Go! and when fix'd the day of your return,
Stay longer yet, and let the blockheads learn
That though a wife may sometimes wish to rule,
She would not make th' indulgent man a fool;
I would at times advise--but idle they
Who think th' assenting husband must obey.'
The happy man, who thought his lady right
In other cases, was assured to-night;
Then for the day with proud delight prepared,
To show his doubting friends how much he dared.
Counter--who grieving sought his bed, his rest
Broken by pictures of his love distress'd -
With soft and winning speech the fair prepared:
'She all his councils, comforts, pleasures shared:
She was assured he loved her from his soul,
She never knew and need not fear control;
But so it happen'd--he was grieved at heart
It happen'd so, that they awhile must part
A little time--the distance was but short,
And business called him--he despised the sport;
But to Newmarket he engaged to ride
With his friend Clubb:' and there he stopp'd and
Awhile the tender creature look'd dismay'd,
Then floods of tears the call of grief obeyed: -
'She an objection! No!' she sobb'd, 'not one:
Her work was finish'd, and her race was run;
For die she must--indeed she would not live
A week alone, for all the world could give;
He too must die in that same wicked place;
It always happen'd--was a common case;
Among those horrid horses, jockeys, crowds,
'Twas certain death--they might bespeak their
He would attempt a race, be sure to fall -
And she expire with terror--that was all;
With love like hers she was indeed unfit
To bear such horrors, but she must submit.'
'But for three days, my love! three days at most,'
'Enough for me; I then shall be a ghost.'
'My honour's pledged!'--'Oh! yes, my dearest life,
I know your honour must outweigh your wife;
But ere this absence have you sought a friend?
I shall be dead--on whom can you depend?
Let me one favour of your kindness crave,
Grant me the stone I mention'd for my grave.'
'Nay, love, attend--why, bless my soul! I say
I will return--there, weep no longer, nay!'
'Well!

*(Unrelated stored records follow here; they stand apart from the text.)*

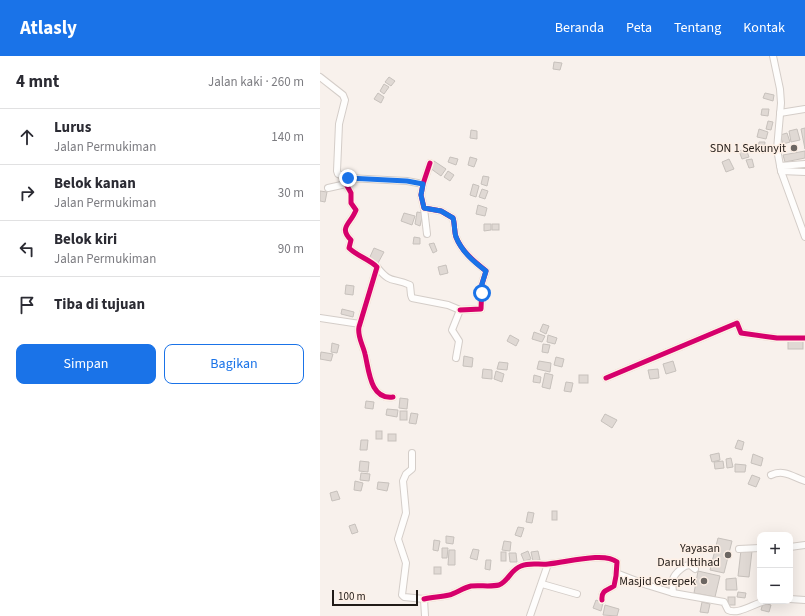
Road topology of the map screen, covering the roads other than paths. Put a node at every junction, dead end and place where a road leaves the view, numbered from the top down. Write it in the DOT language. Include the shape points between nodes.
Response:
graph roads {
  1 [pos="773,56"];
  2 [pos="320,77"];
  3 [pos="805,109"];
  4 [pos="780,113"];
  5 [pos="430,163"];
  6 [pos="805,164"];
  7 [pos="780,168"];
  8 [pos="805,172"];
  9 [pos="347,181"];
  10 [pos="423,184"];
  11 [pos="328,188"];
  12 [pos="424,208"];
  13 [pos="427,234"];
  14 [pos="805,237"];
  15 [pos="377,267"];
  16 [pos="460,310"];
  17 [pos="320,318"];
  18 [pos="360,324"];
  19 [pos="805,338"];
  20 [pos="456,358"];
  21 [pos="606,378"];
  22 [pos="393,397"];
  23 [pos="412,453"];
  24 [pos="771,475"];
  25 [pos="805,481"];
  26 [pos="805,545"];
  27 [pos="793,547"];
  28 [pos="757,548"];
  29 [pos="739,549"];
  30 [pos="548,564"];
  31 [pos="695,569"];
  32 [pos="616,573"];
  33 [pos="542,584"];
  34 [pos="673,593"];
  35 [pos="577,594"];
  36 [pos="424,598"];
  37 [pos="793,599"];
  38 [pos="602,600"];
  39 [pos="805,600"];
  40 [pos="758,604"];
  41 [pos="425,616"];
  42 [pos="530,616"];
  1 -- 4 [label="street" via="780,89"];
  2 -- 9 [label="street" via="344,97 339,124 336,171"];
  3 -- 4 [label="street"];
  4 -- 7 [label="street" via="777,149"];
  5 -- 10 [label="street"];
  6 -- 7 [label="street"];
  7 -- 8 [label="street"];
  7 -- 14 [label="street"];
  9 -- 10 [label="street" via="392,180"];
  9 -- 11 [label="street"];
  9 -- 15 [label="street" via="351,204 356,210 345,229 345,235 351,240 349,248"];
  10 -- 12 [label="street" via="421,195"];
  12 -- 13 [label="street"];
  12 -- 16 [label="street" via="441,211 453,218 456,236 464,251 473,262 486,271 482,284 481,309"];
  15 -- 16 [label="street" via="389,280 410,285 412,298"];
  15 -- 18 [label="street"];
  16 -- 20 [label="street" via="452,330 459,341"];
  17 -- 18 [label="street"];
  18 -- 22 [label="street" via="358,330 371,382 374,388 386,397"];
  19 -- 21 [label="street" via="778,338 741,333 737,323"];
  23 -- 36 [label="street" via="412,470 406,474 403,481 406,513 398,539 406,563 402,596"];
  24 -- 25 [label="street" via="784,473"];
  26 -- 27 [label="street"];
  28 -- 29 [label="street"];
  30 -- 32 [label="street" via="593,557 604,558 616,561"];
  30 -- 33 [label="street"];
  30 -- 36 [label="street" via="522,565 514,570 506,582 496,585 470,586 448,595"];
  31 -- 34 [label="street" via="687,565 675,574 672,579"];
  32 -- 34 [label="street" via="647,586"];
  32 -- 38 [label="street" via="614,586 604,590"];
  33 -- 35 [label="street"];
  33 -- 42 [label="street"];
  34 -- 40 [label="street" via="724,602 728,610 735,613"];
  36 -- 41 [label="street"];
  37 -- 39 [label="street"];
}
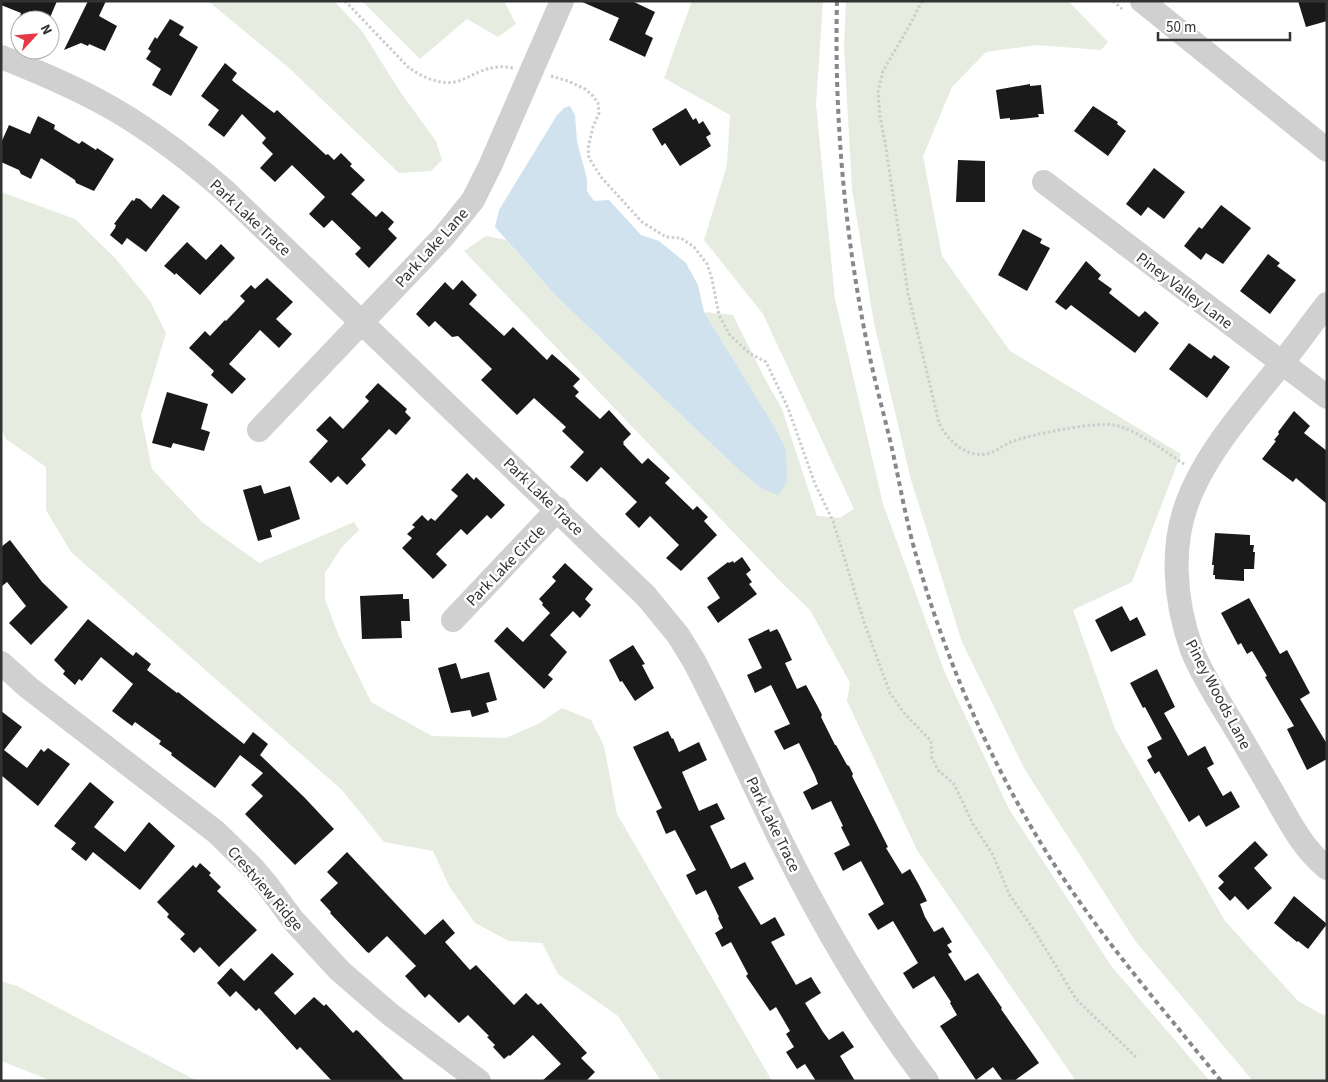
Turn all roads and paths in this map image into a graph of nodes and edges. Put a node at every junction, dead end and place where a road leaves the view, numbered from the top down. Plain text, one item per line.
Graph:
1 (346, 1) edge
2 (562, 1) edge
3 (922, 1) edge
4 (1142, 1) edge
5 (1, 57) edge
6 (531, 71) junction
7 (1327, 150) edge
8 (1044, 182) dead end
9 (1327, 304) edge
10 (362, 322) junction
11 (1282, 363) junction
12 (1327, 397) edge
13 (259, 430) dead end
14 (1201, 474) junction
15 (558, 510) junction
16 (453, 620) dead end
17 (2, 665) edge
18 (1327, 868) edge
19 (1137, 1058) dead end
20 (479, 1081) edge
21 (927, 1081) edge

1 - 6 path
2 - 6 street, Park Lake Lane
3 - 14 path
4 - 7 street
5 - 10 street, Park Lake Trace
6 - 10 street, Park Lake Lane
6 - 19 path
8 - 11 street, Piney Valley Lane
9 - 11 street, Piney Woods Lane
10 - 13 street, Park Lake Lane
10 - 15 street, Park Lake Trace
11 - 12 street, Piney Valley Lane
11 - 14 street, Piney Woods Lane
14 - 18 street, Piney Woods Lane
15 - 16 street, Park Lake Circle
15 - 21 street, Park Lake Trace
17 - 20 street, Crestview Ridge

I obey, and to the last am true,
But spirits fail me; I must die; adieu!'
'What, Madam! must?--'tis wrong--I'm angry--
Can I remain and lose a thousand pounds?'
'Go then, my love! it is a monstrous sum,
Worth twenty wives--go, love! and I am dumb;
Nor be displeased--had I the power to live,
You might be angry, now you must forgive:
Alas! I faint--ah! cruel--there's no need
Of wounds or fevers--this has done the deed.'
The lady fainted, and the husband sent
For every aid--for every comfort went;
Strong terror seized him: 'Oh! she loved so well,
And who th' effect of tenderness could tell?'
She now recover'd, and again began
With accent querulous--'Ah! cruel man!'
Till the sad husband, conscience-struck, confess'd,
'Twas very wicked with his friend to jest;
For now he saw that those who were obey'd,
Could like the most subservient feel afraid:
And though a wife might not dispute the will
Of her liege lord, she could prevent it still.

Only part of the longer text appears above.